**Dataset extract:**
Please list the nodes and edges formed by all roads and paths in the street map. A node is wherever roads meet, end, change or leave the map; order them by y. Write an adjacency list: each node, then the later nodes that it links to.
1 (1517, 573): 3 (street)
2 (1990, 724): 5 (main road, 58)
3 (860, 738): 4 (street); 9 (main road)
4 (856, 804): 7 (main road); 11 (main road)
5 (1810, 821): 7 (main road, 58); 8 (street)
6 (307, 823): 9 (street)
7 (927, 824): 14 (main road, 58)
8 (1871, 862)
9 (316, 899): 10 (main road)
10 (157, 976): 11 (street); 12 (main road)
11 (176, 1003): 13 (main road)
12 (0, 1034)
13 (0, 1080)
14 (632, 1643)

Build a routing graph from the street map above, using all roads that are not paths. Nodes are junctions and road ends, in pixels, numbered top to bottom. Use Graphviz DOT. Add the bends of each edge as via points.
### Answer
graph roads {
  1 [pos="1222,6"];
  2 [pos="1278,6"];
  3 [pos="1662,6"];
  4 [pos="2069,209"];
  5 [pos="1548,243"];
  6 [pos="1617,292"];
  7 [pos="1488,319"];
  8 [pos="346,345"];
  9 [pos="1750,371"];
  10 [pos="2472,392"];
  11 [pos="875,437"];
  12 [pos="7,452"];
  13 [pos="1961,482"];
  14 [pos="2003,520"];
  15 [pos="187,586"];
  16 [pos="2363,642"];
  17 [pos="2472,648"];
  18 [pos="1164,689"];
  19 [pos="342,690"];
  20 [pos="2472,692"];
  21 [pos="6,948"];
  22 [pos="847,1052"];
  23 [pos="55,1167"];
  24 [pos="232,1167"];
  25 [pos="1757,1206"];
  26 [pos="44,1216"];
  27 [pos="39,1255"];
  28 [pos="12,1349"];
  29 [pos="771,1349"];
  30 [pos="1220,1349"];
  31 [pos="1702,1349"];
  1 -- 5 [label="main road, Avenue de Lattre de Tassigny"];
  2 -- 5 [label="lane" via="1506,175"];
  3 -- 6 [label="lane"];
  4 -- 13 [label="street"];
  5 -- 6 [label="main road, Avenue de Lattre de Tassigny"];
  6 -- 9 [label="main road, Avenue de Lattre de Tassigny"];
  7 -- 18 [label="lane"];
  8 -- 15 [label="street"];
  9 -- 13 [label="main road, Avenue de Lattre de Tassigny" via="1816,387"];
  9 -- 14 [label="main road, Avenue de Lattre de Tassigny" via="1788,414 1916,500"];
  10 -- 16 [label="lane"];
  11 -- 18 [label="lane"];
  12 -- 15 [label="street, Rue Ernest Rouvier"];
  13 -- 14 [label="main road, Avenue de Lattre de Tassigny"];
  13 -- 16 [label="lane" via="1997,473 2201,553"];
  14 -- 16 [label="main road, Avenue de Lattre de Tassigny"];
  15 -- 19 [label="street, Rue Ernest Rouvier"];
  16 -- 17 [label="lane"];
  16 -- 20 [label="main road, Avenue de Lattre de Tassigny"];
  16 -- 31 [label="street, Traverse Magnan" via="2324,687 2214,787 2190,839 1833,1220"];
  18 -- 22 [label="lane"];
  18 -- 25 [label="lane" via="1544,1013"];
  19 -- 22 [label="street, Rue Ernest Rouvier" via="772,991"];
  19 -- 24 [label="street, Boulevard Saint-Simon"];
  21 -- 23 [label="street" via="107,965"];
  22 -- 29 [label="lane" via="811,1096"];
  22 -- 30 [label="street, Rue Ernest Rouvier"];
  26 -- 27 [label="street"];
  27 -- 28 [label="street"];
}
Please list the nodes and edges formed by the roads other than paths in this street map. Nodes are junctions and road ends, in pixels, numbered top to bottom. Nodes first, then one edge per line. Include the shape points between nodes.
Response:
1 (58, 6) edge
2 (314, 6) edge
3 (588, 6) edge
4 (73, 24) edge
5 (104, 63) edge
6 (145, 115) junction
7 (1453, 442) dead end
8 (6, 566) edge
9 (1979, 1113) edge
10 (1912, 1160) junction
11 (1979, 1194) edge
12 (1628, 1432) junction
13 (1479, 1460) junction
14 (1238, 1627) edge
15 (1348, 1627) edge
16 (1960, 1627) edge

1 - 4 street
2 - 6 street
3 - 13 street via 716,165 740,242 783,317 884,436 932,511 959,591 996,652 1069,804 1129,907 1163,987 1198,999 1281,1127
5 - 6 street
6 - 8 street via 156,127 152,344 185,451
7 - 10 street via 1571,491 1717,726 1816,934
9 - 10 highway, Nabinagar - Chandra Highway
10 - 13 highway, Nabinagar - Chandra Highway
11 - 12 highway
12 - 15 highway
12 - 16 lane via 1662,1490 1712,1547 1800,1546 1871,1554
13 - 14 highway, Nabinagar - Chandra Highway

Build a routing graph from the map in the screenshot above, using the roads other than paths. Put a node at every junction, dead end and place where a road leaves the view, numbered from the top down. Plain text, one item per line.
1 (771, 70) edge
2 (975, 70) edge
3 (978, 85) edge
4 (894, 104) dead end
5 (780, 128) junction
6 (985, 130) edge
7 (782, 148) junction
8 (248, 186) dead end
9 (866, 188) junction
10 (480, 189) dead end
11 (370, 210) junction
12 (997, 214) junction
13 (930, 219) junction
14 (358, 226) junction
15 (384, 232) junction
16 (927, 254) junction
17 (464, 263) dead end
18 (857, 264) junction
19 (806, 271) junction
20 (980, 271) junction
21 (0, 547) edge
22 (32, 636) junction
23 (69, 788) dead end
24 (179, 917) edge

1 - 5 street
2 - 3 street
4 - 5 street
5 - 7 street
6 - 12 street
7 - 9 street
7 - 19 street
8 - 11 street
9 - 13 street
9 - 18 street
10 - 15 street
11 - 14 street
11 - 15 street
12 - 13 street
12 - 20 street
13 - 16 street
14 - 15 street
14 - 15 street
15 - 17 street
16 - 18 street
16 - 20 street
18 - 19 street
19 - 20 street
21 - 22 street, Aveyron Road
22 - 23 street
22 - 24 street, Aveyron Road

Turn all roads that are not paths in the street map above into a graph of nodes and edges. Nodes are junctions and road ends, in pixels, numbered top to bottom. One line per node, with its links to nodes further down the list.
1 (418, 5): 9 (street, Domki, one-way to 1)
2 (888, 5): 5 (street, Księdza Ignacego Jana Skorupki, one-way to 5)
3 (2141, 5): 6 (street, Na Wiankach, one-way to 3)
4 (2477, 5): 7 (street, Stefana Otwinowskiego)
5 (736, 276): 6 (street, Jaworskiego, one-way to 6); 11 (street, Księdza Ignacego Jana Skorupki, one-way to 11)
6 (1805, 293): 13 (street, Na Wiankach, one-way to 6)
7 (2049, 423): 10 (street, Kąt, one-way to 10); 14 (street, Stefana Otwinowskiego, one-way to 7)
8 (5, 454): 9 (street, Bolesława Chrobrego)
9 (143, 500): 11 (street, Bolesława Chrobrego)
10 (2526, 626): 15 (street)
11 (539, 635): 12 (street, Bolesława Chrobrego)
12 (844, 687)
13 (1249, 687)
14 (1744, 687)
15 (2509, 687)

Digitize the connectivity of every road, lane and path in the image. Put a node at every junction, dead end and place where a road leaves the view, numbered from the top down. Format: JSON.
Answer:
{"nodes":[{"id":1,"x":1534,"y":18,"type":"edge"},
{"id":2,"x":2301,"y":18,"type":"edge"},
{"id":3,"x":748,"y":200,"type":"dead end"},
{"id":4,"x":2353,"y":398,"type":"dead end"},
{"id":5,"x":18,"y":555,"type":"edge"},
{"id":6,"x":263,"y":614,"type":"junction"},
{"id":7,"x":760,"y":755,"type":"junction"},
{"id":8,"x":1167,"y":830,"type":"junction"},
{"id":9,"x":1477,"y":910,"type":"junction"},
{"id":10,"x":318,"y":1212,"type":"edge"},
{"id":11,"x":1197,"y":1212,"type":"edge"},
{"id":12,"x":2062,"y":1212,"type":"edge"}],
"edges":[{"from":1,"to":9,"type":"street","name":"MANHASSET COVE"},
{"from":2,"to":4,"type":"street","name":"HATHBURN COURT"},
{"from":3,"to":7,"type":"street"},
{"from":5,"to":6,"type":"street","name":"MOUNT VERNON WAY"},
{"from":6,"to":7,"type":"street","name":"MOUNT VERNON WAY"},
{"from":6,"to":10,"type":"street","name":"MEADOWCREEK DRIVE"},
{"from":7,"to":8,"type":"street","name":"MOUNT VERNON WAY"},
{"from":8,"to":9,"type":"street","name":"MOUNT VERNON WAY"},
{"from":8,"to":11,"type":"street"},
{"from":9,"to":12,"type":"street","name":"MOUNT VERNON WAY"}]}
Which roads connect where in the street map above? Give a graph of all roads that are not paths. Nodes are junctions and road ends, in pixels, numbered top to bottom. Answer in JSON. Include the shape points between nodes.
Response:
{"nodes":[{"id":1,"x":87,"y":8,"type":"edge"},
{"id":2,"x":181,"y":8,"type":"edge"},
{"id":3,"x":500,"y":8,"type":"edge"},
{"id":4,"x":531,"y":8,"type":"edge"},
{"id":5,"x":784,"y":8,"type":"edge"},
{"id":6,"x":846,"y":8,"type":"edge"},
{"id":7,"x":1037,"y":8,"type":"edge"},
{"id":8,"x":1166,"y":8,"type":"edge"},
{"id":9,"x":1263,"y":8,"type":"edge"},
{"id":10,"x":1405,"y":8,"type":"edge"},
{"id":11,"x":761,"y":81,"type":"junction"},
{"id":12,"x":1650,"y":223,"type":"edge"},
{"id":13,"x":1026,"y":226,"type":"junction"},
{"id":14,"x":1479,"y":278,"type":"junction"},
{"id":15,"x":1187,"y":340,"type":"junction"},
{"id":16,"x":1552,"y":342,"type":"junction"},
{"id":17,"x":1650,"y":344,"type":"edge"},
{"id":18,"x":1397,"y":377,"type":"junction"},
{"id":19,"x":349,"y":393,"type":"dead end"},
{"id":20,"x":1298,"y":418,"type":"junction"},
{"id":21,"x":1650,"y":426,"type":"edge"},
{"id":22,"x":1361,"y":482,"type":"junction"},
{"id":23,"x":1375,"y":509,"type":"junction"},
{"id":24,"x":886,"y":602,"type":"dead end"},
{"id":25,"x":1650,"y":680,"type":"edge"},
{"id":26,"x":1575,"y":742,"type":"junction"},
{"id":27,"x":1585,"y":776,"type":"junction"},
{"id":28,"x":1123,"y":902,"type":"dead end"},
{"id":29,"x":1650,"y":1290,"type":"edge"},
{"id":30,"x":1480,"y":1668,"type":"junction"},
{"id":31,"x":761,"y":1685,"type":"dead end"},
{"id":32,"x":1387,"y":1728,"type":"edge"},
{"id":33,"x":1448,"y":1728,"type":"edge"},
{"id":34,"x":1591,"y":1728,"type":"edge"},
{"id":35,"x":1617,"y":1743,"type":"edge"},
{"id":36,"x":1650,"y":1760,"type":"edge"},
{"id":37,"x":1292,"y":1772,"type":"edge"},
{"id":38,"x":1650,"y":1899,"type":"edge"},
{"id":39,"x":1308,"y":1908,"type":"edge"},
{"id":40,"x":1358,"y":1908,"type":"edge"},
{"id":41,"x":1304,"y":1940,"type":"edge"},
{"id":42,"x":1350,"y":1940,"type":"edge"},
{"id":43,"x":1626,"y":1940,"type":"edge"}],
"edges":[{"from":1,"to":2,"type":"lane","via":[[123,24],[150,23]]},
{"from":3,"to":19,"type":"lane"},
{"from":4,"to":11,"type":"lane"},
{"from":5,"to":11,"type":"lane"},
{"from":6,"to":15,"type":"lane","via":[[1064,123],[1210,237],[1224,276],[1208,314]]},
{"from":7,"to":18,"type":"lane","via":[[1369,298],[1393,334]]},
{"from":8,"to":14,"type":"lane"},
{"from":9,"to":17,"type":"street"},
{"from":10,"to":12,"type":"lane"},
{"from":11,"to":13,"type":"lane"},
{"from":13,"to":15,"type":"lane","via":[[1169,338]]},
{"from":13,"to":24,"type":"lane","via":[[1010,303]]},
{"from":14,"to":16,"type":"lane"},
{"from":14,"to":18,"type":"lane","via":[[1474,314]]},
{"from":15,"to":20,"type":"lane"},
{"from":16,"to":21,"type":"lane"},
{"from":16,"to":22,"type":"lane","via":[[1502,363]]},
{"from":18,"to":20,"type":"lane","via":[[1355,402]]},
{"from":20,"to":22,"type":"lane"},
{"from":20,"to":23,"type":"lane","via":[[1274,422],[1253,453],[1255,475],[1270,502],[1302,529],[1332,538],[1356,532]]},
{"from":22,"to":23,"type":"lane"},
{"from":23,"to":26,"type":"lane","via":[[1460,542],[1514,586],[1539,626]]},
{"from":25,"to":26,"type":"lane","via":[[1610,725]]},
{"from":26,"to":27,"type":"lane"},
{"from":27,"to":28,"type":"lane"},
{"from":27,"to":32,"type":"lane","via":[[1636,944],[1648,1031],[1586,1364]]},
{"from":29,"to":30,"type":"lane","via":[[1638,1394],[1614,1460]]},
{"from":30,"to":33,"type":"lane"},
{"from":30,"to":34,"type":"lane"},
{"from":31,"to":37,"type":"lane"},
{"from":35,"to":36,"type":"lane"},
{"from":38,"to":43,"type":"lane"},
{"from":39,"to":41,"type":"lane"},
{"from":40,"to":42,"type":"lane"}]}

**Activity:**
Whenever a line of the data contains "other", it counts; state how many such lines there are, with nothing added.

**Response area:**
2